ハワード・ホークス『三つ数えろ』
「作品が完成したとき、製作者でさえもストーリーを理解できなかった……」と伝説的に語られる作品である。この映画を観るのは2回目か3回目で、初めて観たとき「わっかんねぇ……けど、ドライヴ感だけはすげぇ……」と思ったのが印象に強い(そういう感想が私の貧しい映画リテラシーを露呈している)。しかし、「この映画で進行する、絡みまくったストーリーの線を一本一本辿ることで、それが映画を理解したことになるのだろうか?」などとも思う――今回観てみて、『三つ数えろ』ってすごく音楽的な映画なんじゃないのか、と思ったので。

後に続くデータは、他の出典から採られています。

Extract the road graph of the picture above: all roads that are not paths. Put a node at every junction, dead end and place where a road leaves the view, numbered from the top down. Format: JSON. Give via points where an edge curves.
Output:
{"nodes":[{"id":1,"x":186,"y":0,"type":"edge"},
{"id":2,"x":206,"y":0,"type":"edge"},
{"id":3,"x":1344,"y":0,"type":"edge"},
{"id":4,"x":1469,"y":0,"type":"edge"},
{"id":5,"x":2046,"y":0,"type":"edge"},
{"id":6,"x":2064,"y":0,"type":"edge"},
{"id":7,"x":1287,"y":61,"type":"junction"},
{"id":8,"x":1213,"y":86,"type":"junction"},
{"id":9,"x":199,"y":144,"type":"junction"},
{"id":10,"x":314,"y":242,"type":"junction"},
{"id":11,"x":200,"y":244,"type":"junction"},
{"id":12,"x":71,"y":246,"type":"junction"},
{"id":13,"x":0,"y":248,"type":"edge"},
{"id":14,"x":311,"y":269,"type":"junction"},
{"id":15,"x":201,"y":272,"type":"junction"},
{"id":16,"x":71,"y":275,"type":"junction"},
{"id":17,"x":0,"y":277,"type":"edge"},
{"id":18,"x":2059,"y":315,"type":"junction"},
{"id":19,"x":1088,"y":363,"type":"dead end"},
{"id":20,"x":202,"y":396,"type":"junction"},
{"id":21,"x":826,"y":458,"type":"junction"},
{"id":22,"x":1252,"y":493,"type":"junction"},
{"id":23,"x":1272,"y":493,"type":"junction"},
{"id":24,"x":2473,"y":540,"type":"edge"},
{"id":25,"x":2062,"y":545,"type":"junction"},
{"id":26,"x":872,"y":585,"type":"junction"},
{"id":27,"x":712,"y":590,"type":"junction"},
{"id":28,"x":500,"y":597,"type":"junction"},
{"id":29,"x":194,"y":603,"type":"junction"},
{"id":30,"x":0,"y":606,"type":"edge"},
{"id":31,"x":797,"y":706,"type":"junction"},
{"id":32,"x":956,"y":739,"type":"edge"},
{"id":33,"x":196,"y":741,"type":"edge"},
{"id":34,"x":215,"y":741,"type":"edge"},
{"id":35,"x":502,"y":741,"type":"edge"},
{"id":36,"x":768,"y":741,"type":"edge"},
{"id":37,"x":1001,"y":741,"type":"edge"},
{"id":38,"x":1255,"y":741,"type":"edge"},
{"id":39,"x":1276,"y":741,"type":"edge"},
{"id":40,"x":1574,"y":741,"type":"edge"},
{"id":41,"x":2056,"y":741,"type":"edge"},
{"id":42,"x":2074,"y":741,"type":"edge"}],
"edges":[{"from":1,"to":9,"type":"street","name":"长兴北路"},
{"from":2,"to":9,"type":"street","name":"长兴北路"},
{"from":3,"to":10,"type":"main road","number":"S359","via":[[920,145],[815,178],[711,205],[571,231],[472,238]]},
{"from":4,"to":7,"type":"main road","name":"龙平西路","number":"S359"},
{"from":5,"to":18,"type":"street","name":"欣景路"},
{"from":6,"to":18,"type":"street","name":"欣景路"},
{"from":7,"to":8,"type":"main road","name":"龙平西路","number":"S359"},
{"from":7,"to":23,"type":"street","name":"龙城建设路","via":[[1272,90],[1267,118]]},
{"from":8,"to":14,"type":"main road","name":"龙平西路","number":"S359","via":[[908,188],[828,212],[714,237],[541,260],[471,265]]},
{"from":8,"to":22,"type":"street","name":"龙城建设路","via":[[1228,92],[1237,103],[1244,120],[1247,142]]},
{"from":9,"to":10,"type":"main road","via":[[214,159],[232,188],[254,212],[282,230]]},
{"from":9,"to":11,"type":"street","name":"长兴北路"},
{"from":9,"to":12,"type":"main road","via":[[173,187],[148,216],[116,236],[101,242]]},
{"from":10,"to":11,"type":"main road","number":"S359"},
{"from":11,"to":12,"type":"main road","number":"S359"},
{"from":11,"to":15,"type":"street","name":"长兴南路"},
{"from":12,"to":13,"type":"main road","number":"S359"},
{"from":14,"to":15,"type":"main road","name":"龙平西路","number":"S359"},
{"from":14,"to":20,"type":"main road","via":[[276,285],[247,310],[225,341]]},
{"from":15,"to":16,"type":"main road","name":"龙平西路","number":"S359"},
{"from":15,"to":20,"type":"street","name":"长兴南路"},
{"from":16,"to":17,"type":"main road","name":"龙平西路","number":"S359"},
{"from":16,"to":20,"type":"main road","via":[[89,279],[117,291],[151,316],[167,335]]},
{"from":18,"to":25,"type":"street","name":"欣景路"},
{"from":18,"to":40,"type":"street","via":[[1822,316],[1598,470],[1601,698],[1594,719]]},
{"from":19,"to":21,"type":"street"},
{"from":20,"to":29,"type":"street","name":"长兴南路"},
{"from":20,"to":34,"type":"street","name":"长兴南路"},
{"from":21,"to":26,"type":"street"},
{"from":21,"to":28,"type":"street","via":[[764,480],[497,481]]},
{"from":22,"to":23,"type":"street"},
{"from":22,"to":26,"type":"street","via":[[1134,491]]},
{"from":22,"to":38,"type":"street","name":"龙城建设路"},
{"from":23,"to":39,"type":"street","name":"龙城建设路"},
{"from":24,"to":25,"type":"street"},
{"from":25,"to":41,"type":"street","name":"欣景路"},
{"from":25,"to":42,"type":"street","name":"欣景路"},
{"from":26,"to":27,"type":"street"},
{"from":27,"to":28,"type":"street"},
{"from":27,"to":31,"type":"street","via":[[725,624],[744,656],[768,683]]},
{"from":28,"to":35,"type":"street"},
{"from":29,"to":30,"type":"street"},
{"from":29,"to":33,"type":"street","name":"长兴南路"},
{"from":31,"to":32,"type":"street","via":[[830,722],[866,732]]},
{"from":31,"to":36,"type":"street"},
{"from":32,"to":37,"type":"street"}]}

といっても、これはミュージカル映画とはもちろん違う。たしかにマックス・スタイナー(リヒャルト・シュトラウスによって名付けられ、ブラームスにピアノを習い、マーラーから作曲を学んだ、という後期ロマン派の秘蔵子的な経歴を持つ映画音楽家であるらしい)が書いたスコアは実に洗練されていて、観るものの画面への注意力を何倍にも高めてくれ、音楽性も高いのだけれども、私が音楽的だな、と思う点はまた別である。
やはりこの映画のストーリーの難解さ、というか、ストーリーの追えなさの部分が音楽的であると感じる。特に、フランツ・リストが書いた交響詩を思い起こさせるんだよな。交響詩という形式では、テキストが用意されているのだが、テキストは作品上に現れず、抽象的な「流れ/運動」として聴衆の耳に届く――『三つ数えろ』も「流れ/運動」で鑑賞できるもんな。
いよいよ、グダグダな文章になってきたけれども、ラストのハンフリー・ボガードのまくし立てるようなセリフはカッコ良いよなぁ。